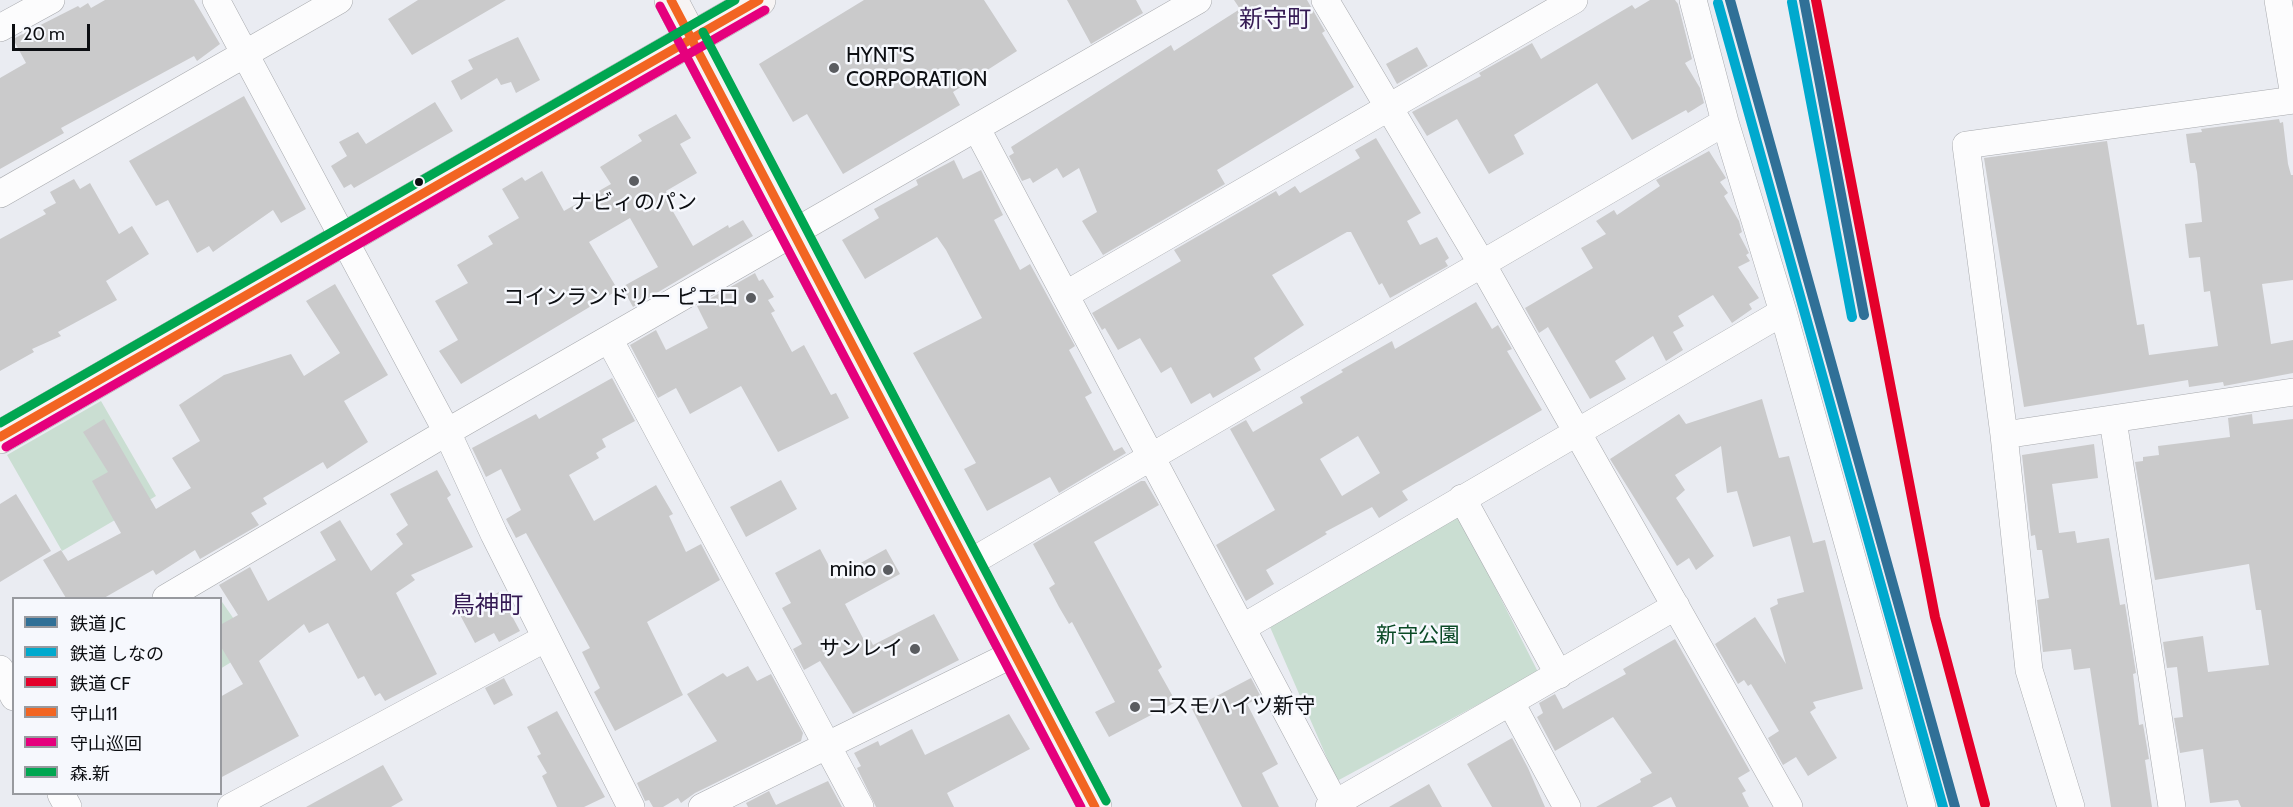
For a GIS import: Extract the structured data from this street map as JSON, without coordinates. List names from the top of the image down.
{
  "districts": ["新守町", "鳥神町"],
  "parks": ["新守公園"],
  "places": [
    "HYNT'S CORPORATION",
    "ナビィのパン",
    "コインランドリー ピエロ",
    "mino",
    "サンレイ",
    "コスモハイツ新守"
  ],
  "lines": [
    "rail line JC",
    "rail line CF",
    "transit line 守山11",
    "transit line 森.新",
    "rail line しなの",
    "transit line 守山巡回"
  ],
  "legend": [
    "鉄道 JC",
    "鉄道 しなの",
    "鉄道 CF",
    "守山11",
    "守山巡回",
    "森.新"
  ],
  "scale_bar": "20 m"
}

+-------+

● **PROBLEM TO SOLVE**
Exactly repeat the data above; the pictures do not belong in your copy.

● **OUTPUT OF THE TASK**
For a GIS import: Extract the structured data from this street map as JSON, without coordinates. List names from the top of the image down.
{
  "districts": ["新守町", "鳥神町"],
  "parks": ["新守公園"],
  "places": [
    "HYNT'S CORPORATION",
    "ナビィのパン",
    "コインランドリー ピエロ",
    "mino",
    "サンレイ",
    "コスモハイツ新守"
  ],
  "lines": [
    "rail line JC",
    "rail line CF",
    "transit line 守山11",
    "transit line 森.新",
    "rail line しなの",
    "transit line 守山巡回"
  ],
  "legend": [
    "鉄道 JC",
    "鉄道 しなの",
    "鉄道 CF",
    "守山11",
    "守山巡回",
    "森.新"
  ],
  "scale_bar": "20 m"
}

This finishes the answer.